*** Opening of Data for this task ***

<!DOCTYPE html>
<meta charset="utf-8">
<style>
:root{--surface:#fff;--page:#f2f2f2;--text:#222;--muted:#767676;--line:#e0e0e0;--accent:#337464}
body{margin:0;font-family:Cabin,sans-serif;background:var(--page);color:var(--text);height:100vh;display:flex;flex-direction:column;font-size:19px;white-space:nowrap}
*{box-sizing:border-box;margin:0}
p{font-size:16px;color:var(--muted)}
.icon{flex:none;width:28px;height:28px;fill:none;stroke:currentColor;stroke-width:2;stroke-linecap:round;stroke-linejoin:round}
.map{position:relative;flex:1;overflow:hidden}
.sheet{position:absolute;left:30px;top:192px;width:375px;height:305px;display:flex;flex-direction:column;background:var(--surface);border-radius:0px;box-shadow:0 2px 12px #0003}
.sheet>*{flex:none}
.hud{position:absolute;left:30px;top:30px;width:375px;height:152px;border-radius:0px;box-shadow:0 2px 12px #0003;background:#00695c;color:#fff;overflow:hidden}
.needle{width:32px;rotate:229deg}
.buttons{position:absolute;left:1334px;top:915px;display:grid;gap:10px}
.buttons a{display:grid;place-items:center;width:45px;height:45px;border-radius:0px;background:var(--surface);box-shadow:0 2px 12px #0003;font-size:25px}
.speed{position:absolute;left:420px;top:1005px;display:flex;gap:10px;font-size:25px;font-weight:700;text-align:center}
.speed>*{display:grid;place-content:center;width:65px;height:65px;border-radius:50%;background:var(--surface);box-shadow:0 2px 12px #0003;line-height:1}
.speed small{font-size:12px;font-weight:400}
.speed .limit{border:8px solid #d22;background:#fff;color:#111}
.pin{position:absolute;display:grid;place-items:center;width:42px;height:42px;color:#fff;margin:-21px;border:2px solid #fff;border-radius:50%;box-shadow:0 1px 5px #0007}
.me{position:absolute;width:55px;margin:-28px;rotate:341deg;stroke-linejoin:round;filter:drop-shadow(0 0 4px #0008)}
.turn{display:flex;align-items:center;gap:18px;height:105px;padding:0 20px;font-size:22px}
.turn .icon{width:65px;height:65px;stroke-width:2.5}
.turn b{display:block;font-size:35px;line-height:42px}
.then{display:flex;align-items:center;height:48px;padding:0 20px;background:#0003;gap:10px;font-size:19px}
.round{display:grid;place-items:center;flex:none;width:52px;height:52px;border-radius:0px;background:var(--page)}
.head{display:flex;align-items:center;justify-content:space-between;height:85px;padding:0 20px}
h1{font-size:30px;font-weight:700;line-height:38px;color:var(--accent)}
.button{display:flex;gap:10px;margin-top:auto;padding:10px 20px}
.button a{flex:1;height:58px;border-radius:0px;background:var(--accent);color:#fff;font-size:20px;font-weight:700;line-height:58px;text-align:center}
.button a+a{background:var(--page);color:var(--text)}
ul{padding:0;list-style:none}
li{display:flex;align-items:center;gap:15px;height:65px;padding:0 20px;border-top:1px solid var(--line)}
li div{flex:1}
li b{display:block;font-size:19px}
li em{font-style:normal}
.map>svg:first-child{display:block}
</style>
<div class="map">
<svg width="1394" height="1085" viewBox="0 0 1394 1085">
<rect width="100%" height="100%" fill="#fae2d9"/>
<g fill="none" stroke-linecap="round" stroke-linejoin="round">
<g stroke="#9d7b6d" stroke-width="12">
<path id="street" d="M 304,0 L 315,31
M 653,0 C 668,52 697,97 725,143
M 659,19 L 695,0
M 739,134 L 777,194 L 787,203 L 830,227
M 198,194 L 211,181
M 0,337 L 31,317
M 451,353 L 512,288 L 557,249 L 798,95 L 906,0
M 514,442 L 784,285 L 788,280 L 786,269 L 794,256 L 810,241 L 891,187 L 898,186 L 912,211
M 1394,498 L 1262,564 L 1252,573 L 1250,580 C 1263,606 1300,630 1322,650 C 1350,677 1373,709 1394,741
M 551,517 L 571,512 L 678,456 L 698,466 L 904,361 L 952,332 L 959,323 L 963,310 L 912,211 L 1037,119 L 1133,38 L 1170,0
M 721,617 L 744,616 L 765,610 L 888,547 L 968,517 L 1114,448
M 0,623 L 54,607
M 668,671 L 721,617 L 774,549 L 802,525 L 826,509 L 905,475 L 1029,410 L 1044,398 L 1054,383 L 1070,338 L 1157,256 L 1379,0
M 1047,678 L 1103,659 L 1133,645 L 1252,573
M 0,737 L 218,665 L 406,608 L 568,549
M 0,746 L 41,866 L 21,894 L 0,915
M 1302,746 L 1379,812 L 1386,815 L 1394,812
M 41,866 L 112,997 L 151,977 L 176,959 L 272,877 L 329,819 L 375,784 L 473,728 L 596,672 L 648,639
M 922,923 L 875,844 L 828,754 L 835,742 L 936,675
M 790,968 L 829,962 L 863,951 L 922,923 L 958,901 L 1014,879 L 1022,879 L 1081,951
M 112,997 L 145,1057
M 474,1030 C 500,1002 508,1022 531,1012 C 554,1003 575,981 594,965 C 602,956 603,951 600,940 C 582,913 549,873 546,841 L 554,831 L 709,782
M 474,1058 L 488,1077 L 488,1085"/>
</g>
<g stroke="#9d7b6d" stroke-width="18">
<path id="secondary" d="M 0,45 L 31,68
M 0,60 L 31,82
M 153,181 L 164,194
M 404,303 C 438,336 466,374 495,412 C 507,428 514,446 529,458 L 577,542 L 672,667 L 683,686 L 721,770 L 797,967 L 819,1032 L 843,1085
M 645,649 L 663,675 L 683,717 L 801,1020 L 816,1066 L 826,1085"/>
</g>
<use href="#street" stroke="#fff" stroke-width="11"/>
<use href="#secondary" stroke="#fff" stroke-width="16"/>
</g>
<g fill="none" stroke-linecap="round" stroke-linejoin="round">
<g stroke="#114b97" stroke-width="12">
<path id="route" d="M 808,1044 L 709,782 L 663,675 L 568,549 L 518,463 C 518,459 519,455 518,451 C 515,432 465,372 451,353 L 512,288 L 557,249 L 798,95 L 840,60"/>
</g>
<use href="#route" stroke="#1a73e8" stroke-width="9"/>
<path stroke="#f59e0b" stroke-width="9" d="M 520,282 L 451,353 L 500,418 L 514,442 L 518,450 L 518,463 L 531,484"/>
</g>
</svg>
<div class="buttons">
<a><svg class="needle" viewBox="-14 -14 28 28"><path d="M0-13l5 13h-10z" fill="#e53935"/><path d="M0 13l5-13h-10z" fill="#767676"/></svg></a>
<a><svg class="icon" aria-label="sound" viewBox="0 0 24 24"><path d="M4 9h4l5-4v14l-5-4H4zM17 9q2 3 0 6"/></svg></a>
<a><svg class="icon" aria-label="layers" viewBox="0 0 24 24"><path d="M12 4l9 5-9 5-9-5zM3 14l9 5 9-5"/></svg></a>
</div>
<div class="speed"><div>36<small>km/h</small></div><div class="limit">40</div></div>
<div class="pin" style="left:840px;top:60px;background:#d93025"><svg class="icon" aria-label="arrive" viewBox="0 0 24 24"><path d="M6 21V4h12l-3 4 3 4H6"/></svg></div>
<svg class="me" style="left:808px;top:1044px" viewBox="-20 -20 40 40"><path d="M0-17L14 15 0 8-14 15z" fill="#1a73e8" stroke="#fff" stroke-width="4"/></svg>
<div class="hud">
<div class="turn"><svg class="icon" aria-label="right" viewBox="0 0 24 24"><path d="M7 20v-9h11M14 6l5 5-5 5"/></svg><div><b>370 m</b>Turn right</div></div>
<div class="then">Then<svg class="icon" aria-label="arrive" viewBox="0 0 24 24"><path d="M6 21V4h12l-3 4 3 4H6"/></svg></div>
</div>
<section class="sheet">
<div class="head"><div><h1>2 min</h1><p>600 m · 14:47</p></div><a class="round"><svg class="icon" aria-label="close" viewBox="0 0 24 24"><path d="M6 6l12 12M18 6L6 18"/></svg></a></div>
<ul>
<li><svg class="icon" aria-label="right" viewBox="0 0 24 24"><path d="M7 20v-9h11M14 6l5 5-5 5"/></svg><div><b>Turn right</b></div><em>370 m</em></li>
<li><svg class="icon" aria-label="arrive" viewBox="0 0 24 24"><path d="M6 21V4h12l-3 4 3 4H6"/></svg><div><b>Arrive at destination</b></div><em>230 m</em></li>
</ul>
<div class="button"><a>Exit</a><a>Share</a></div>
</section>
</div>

*** Close of Data for this task ***

Count the lines in the records above that contain the word "buttons", and reply with that number alone.

3